"Coming sinner, whatever promise you find in the Word of Christ, strain it as much as you can, so long as you do not corrupt it, and his blood and merits will answer all." John Bunyan
"But every time a godly man reads the Scriptures (remember this when you are reading the Scripture) and there meets with a promise, he ought to lay his hand upon it and say, This is part of my inheritance, it is mine, and I am to live upon it." Jeremiah Burroughs
"If we consider the unblushing promises of reward and the staggering nature of the rewards promised in the Gospels, it would seem that Our Lord finds our desire not too strong, but too weak.

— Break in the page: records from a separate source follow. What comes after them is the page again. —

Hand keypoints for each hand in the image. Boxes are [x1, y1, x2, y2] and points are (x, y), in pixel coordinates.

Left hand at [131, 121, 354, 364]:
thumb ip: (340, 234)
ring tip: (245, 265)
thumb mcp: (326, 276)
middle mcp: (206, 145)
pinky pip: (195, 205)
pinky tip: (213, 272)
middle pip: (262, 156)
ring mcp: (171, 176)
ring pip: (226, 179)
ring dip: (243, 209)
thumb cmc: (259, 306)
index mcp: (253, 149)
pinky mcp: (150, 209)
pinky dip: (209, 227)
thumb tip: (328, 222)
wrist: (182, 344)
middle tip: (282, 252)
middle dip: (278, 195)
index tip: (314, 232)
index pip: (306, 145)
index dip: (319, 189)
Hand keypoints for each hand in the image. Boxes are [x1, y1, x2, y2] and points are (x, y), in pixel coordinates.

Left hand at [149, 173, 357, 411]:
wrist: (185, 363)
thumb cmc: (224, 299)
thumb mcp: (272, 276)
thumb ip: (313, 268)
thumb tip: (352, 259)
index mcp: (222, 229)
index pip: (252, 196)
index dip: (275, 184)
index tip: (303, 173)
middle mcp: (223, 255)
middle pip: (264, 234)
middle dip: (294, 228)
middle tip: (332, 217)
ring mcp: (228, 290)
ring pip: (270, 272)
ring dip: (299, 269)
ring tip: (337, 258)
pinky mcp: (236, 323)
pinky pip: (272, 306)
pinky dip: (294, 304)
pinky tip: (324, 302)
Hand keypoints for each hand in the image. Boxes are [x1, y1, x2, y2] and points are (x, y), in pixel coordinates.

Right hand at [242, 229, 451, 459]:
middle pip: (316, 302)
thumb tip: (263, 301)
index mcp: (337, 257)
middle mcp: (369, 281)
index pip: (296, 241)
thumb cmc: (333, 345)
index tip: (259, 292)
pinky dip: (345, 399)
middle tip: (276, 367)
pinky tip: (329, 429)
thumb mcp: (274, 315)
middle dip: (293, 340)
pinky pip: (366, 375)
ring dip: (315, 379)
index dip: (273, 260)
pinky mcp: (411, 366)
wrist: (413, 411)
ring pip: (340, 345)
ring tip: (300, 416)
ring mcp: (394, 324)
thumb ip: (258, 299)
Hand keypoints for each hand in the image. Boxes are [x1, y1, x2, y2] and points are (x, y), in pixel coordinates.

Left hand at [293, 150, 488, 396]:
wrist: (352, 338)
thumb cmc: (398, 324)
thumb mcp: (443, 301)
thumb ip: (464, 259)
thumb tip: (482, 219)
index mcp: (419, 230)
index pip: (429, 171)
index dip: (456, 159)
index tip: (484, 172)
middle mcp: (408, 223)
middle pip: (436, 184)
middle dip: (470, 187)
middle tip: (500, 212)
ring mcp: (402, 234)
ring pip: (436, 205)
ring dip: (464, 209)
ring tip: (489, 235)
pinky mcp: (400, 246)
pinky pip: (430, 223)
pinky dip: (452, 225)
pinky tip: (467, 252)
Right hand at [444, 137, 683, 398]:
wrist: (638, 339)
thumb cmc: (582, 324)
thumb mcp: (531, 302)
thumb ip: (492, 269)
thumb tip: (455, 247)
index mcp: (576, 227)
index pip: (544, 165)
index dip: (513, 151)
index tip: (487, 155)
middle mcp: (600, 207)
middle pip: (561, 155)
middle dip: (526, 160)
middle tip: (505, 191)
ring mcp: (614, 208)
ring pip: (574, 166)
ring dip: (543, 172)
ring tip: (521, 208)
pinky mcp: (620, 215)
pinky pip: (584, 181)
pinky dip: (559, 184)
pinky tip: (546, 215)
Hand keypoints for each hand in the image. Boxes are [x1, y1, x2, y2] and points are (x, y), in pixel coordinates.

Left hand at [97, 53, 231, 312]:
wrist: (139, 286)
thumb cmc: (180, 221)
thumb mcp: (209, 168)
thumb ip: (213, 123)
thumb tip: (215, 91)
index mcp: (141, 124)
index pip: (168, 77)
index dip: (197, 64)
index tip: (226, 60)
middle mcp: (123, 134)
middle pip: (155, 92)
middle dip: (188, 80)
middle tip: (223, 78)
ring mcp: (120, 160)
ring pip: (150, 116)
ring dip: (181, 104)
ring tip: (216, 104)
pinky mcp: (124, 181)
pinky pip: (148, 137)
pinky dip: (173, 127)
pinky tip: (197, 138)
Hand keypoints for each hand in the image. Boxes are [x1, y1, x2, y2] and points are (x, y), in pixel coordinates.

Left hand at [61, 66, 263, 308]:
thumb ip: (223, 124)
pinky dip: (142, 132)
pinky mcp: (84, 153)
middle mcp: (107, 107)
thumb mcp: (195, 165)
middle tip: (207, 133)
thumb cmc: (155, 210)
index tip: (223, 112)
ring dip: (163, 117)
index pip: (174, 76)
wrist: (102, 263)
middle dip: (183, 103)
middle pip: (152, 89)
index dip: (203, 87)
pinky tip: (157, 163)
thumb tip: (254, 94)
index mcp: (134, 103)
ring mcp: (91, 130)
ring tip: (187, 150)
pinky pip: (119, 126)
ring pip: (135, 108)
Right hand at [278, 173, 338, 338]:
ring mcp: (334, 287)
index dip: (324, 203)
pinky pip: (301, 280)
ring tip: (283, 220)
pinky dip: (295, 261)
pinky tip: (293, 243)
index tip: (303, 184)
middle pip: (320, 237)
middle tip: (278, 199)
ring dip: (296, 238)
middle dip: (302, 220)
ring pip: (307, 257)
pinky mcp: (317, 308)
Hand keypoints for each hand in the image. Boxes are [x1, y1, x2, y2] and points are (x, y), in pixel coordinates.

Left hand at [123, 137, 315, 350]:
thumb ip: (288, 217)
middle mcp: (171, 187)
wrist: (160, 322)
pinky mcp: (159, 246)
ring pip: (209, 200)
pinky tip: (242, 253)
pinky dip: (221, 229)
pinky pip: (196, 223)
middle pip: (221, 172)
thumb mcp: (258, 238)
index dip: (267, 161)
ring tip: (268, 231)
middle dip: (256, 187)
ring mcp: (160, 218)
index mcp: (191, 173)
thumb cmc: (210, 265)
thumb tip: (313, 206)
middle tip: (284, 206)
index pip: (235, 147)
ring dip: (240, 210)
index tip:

We are half-hearted creatures, fooling about with drink and sex and ambition when infinite joy is offered us, we are like ignorant children who want to continue making mud pies in a slum because we cannot imagine what is meant by the offer of a vacation at the sea. We are far too easily pleased." C. S. Lewis
I have been thinking long on these quotes. Thinking long on promises in the Scripture. I've found Colossians 1:9-11 in which Paul prays for a full knowledge of the will of God, all spiritual wisdom and understanding, walking worthy, pleasing the Lord in all respects, fruit bearing good works, an increasing knowledge of God, strengthening and attaining all steadfastness and patience and finishing off with a joyous giving of thanks. I've reread Luke 6:38 in which Jesus says our giving is given back "pressed down, shaken together, running over, they will pour into your lap." I can't help but think of Ephesians 3:14-21 and lay my hand on my Bible, asking for God's riches in glory to be bestowed on me exceedingly abundantly beyond all that I ask or think. And here I find a difficulty, I don't know what God's exceeding abundance looks like in such an ordinary person.
Today time has passed slowly. Today has been a day for cups of tea beside piles of kleenex, and girls laying flushed under quilts. Today has been a day for digging in the mud, adding compost, and pulling out weeds. There has been time for thinking and daffodil gazing and playing with the camera. Today has been a day for scrubbing toilets, hanging laundry in the sun, and reading stories on the couch. There has been time for a few stolen pages of Dorothy Sayers and an allowance for an English teaspoon filled with sugar stirred in my tea. Today has been a day for daffodils in grandma's crystal and the bubbling excitement of giving a gift.
God is in the midst of all of this and promises an exceedingly abundantly beyond, and that promise stretches my belief. I need faith, the assurance of things hoped for, and so I ask for it and dare to believe God's promises are even for me. Even for me.